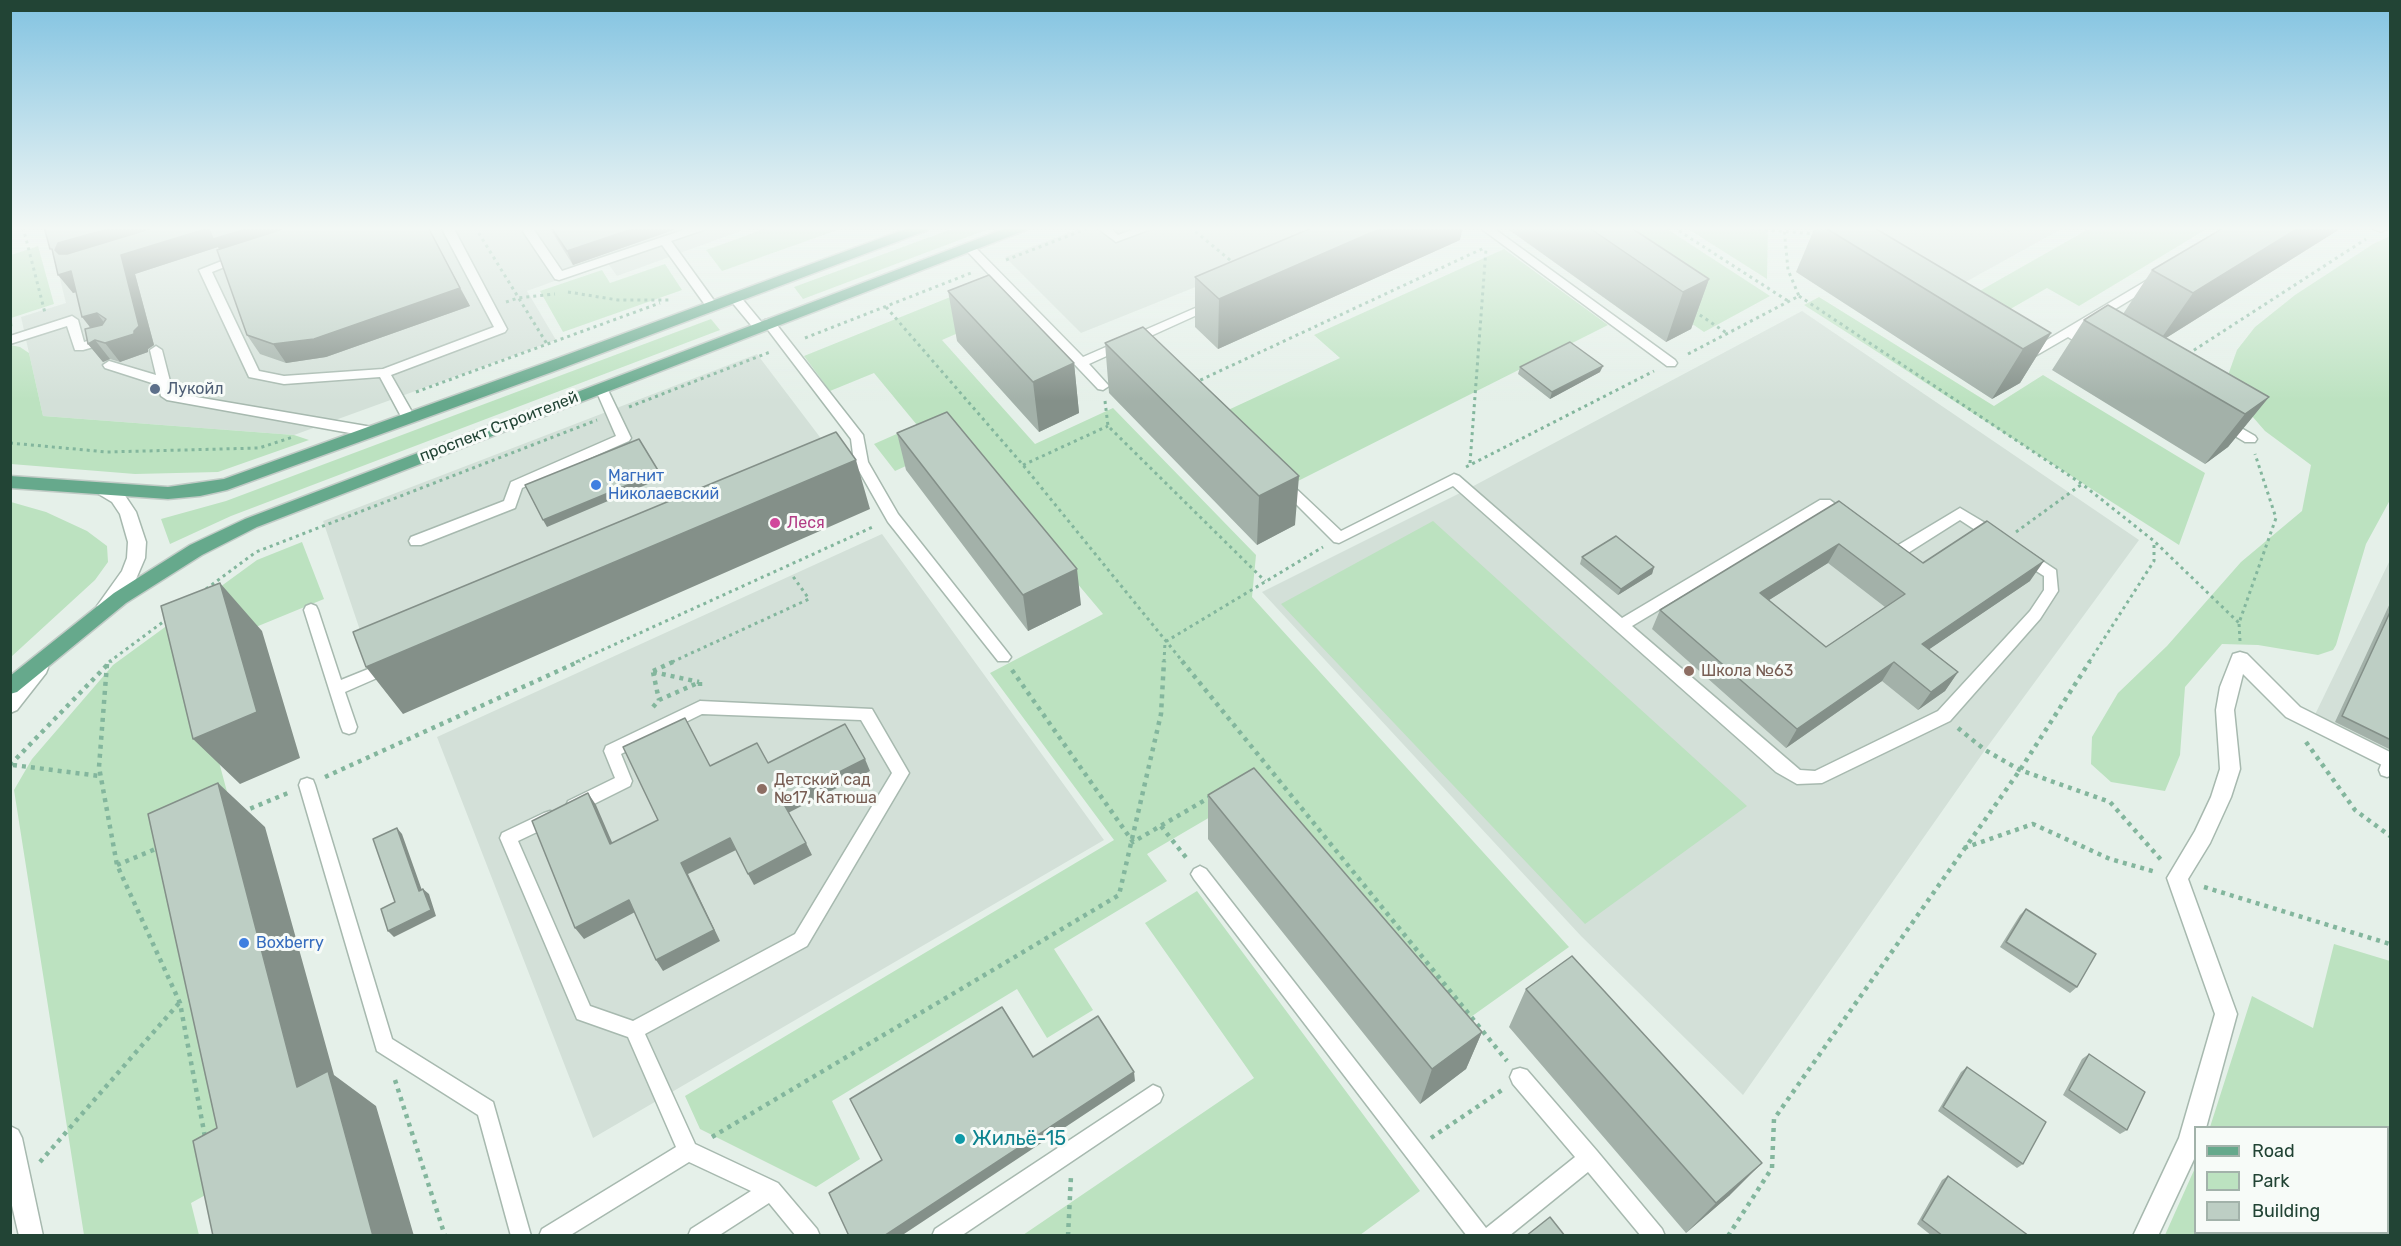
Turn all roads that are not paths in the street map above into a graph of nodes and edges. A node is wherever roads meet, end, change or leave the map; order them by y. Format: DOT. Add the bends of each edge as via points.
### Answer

==

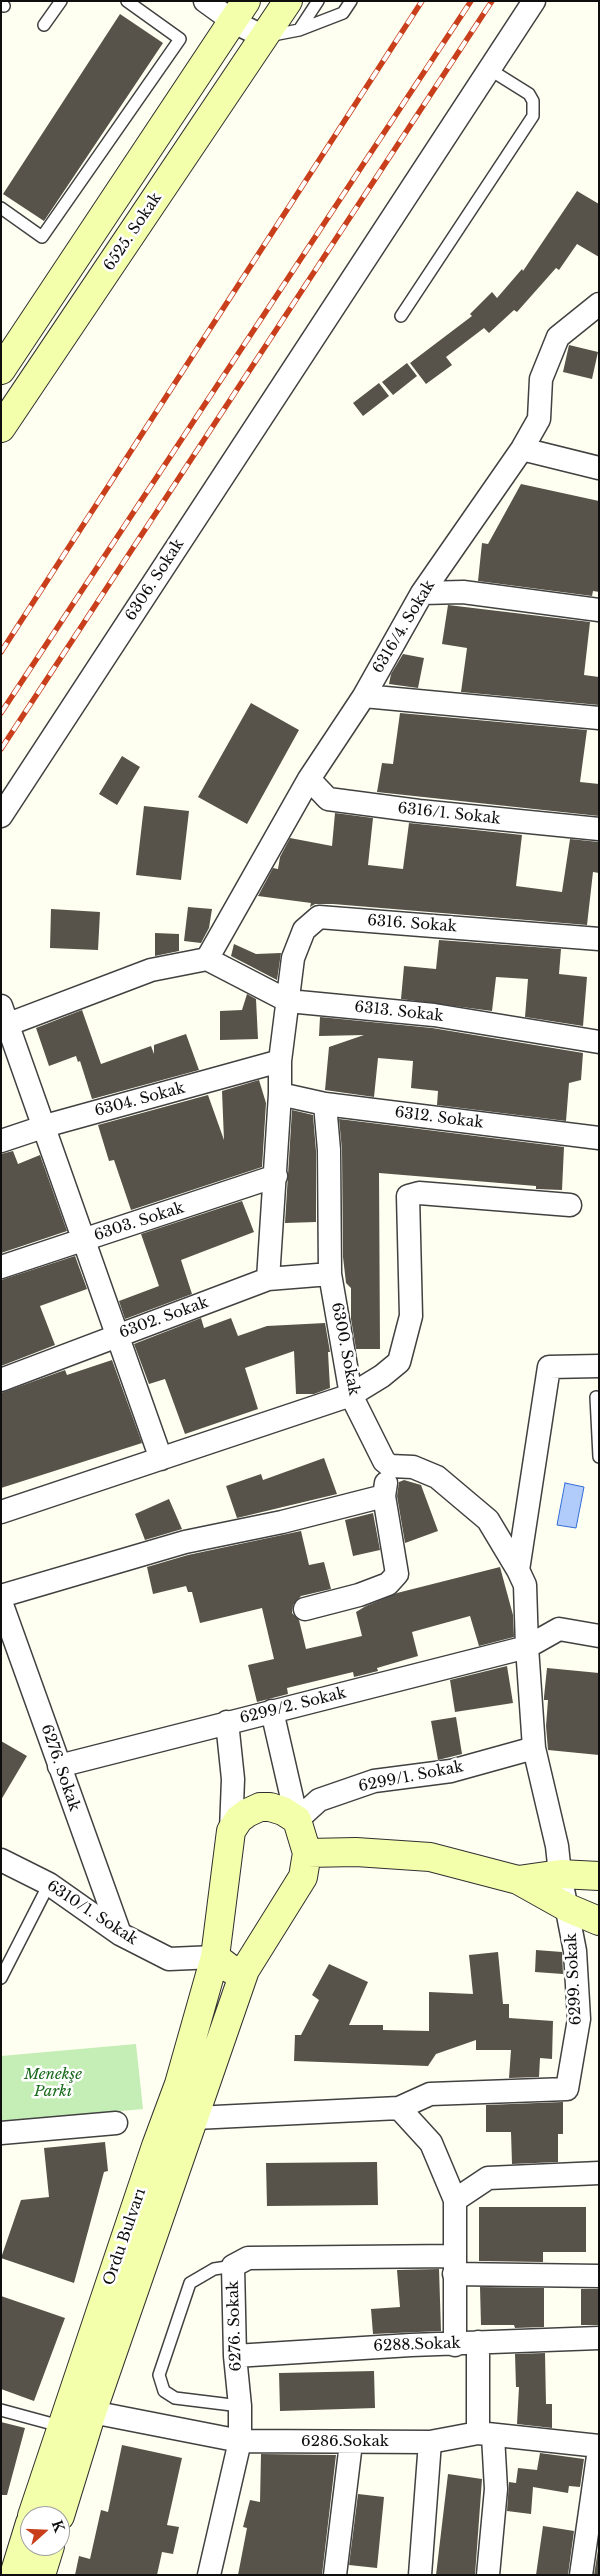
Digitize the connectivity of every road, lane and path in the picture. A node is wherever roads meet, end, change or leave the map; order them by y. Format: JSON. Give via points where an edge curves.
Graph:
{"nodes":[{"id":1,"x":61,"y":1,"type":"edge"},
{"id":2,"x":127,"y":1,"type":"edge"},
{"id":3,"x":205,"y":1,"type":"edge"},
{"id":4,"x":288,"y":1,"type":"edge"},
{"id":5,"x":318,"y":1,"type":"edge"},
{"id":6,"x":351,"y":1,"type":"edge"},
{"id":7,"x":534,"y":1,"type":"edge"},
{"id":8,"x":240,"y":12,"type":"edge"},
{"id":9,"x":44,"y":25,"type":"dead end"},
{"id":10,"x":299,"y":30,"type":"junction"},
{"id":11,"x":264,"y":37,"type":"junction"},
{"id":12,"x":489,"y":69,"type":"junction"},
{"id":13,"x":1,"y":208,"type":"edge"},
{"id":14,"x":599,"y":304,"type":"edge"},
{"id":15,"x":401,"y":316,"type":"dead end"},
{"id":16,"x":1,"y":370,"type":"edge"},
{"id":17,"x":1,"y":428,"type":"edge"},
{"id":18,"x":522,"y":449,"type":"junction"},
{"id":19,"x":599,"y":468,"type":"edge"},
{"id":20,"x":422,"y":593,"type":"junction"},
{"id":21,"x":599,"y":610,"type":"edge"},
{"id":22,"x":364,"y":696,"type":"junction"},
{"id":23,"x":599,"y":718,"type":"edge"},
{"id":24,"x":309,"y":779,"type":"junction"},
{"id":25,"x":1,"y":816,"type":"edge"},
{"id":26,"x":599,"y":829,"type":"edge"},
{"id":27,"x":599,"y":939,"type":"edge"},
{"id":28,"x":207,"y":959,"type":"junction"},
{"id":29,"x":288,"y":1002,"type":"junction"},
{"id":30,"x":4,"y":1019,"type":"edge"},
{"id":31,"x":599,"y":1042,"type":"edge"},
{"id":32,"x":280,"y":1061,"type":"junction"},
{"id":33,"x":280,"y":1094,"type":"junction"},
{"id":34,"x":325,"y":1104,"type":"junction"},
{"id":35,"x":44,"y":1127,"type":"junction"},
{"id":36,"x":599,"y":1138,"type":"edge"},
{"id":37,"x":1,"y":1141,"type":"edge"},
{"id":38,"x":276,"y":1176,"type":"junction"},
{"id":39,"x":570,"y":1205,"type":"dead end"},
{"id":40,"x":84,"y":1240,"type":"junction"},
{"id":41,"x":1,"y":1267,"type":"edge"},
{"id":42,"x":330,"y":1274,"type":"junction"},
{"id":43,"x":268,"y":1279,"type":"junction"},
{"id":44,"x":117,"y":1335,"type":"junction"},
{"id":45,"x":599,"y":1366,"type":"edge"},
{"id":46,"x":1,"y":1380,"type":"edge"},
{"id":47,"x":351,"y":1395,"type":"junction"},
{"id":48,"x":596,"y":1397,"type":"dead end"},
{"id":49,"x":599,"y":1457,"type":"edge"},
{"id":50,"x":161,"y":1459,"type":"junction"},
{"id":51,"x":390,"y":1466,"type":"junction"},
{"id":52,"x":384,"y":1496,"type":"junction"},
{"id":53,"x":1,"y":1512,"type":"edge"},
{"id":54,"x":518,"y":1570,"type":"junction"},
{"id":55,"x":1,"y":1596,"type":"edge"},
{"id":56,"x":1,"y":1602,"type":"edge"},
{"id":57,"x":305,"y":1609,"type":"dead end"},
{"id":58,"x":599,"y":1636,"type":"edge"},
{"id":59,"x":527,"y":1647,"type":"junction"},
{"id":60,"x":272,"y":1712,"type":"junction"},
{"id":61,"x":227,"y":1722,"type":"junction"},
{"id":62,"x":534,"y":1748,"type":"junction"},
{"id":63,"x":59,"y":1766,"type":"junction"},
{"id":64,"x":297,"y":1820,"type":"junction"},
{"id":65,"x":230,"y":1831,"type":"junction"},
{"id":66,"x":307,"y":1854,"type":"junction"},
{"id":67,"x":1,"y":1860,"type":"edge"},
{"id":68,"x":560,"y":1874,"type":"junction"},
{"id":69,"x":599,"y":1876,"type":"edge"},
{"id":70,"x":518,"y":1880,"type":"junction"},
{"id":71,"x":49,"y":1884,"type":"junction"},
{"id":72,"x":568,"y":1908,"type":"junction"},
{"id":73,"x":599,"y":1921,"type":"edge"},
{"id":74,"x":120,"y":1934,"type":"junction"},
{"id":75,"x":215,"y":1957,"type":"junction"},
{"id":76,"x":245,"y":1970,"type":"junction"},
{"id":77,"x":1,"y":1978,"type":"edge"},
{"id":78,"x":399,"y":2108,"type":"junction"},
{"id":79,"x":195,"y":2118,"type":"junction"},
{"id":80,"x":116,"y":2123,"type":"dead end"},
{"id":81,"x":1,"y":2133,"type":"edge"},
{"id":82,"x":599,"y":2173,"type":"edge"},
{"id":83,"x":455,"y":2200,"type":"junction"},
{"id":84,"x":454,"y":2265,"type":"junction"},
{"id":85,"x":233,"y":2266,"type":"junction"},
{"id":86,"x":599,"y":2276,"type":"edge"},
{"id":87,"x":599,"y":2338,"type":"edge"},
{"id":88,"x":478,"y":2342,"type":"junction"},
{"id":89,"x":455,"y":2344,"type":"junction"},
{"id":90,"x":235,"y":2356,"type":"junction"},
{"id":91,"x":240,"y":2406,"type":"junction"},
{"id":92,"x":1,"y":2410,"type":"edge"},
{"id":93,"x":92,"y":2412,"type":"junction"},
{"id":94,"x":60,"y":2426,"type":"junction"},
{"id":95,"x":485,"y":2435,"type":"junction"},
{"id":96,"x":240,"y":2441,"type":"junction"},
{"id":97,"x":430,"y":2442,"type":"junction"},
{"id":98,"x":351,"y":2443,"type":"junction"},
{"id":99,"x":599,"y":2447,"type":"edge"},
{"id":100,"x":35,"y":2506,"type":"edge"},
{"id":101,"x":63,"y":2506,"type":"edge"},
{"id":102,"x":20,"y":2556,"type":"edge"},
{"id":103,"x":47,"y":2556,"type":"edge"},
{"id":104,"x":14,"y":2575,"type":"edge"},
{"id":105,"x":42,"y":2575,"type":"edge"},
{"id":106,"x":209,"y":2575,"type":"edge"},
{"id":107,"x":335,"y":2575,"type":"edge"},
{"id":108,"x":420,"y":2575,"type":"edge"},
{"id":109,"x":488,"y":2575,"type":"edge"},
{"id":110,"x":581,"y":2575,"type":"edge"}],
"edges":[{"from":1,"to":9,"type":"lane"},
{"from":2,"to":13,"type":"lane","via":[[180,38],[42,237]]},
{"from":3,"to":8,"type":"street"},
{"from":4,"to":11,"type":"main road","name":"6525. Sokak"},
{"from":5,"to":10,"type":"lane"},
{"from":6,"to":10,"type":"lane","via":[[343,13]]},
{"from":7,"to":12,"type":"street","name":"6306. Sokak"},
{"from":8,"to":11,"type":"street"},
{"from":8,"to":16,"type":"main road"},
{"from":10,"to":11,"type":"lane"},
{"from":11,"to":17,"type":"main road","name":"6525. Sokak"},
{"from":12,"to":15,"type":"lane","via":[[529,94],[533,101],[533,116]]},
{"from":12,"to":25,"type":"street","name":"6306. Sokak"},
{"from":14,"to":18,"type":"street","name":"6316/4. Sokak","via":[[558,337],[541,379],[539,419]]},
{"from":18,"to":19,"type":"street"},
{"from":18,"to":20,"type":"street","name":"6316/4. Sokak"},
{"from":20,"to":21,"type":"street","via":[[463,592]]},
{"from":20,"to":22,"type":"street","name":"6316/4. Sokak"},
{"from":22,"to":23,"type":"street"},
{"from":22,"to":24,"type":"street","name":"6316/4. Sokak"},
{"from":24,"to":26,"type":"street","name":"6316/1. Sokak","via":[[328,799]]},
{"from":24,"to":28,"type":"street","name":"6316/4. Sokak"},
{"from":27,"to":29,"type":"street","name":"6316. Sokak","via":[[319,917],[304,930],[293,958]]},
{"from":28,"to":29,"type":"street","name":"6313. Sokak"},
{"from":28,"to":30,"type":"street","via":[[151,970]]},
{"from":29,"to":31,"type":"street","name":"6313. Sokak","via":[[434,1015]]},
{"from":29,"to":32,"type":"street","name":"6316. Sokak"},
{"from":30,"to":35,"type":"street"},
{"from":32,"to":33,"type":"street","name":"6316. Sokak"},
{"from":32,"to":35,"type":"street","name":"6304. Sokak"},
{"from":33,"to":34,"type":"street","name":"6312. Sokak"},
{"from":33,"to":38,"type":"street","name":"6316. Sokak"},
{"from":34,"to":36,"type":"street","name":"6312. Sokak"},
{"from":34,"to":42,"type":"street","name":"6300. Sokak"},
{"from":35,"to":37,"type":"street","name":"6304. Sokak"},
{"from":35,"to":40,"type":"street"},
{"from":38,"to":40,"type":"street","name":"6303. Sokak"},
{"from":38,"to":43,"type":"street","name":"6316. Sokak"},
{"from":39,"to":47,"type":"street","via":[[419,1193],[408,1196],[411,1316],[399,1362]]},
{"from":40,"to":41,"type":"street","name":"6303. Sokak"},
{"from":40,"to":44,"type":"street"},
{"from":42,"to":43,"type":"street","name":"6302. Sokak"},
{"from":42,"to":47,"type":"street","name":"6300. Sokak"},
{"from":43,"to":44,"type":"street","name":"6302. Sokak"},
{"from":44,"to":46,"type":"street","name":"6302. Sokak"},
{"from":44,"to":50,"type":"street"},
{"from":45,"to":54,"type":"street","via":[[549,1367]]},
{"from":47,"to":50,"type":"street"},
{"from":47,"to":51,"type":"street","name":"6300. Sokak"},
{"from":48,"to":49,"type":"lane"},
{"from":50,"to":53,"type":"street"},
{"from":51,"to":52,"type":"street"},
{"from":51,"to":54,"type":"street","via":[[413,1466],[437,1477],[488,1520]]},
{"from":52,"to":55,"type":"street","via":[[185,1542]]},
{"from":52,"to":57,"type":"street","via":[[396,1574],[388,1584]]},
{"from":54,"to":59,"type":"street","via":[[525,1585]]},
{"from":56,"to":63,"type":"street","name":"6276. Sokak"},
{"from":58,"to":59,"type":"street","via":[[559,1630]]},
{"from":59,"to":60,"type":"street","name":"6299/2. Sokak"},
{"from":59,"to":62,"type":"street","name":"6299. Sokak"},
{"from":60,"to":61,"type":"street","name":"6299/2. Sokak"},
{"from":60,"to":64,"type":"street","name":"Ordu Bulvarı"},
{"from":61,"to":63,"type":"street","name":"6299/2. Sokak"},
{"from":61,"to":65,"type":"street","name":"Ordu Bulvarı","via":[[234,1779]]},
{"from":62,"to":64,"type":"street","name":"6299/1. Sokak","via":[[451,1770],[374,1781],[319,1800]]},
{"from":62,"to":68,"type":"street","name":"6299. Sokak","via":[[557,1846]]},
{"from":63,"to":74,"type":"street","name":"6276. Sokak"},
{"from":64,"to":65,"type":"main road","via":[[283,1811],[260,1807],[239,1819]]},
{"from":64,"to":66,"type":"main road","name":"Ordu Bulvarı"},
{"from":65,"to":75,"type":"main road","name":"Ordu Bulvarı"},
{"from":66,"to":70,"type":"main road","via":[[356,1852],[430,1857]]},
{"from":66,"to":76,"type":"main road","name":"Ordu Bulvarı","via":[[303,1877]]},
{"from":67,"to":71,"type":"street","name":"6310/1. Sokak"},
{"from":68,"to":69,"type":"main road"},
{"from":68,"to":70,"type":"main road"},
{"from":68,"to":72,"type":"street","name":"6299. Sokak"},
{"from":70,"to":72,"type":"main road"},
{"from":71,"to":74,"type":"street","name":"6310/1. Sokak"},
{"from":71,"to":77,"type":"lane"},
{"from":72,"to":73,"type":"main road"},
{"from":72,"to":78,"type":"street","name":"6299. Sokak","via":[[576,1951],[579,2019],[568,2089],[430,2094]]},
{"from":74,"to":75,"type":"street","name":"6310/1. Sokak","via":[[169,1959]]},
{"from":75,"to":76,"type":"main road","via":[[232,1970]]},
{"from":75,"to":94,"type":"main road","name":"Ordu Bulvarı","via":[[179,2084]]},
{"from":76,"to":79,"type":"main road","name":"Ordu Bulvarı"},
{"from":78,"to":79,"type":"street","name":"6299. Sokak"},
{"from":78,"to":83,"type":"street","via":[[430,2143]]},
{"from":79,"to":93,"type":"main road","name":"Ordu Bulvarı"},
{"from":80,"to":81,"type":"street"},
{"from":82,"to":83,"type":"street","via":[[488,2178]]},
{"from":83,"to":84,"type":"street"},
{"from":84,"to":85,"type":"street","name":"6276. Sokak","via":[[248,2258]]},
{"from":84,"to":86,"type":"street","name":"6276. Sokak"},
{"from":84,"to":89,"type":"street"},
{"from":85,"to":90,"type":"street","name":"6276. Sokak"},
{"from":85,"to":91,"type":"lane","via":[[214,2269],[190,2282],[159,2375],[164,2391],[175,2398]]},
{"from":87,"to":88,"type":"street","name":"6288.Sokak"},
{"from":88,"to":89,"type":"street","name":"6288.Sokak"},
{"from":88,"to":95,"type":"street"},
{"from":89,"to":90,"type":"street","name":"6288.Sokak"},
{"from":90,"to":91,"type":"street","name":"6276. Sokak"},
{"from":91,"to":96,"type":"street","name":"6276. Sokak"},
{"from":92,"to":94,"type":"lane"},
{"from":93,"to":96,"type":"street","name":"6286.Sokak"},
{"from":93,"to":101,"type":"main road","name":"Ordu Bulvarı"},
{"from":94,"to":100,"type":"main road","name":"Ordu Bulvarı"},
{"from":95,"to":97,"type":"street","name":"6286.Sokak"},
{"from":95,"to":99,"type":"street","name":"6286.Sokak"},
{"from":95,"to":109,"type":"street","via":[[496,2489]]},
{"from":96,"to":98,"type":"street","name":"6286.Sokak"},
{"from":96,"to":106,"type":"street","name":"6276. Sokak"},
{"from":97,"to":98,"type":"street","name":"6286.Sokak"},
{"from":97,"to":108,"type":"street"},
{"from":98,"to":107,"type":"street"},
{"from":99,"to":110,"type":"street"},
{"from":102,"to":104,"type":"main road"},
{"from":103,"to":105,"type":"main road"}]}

=== The problem ===
Filter the records for lines containing the word "wherever" and copy each one.

=== Written solution ===
Turn all roads that are not paths in the street map above into a graph of nodes and edges. A node is wherever roads meet, end, change or leave the map; order them by y. Format: DOT. Add the bends of each edge as via points.
Digitize the connectivity of every road, lane and path in the picture. A node is wherever roads meet, end, change or leave the map; order them by y. Format: JSON. Give via points where an edge curves.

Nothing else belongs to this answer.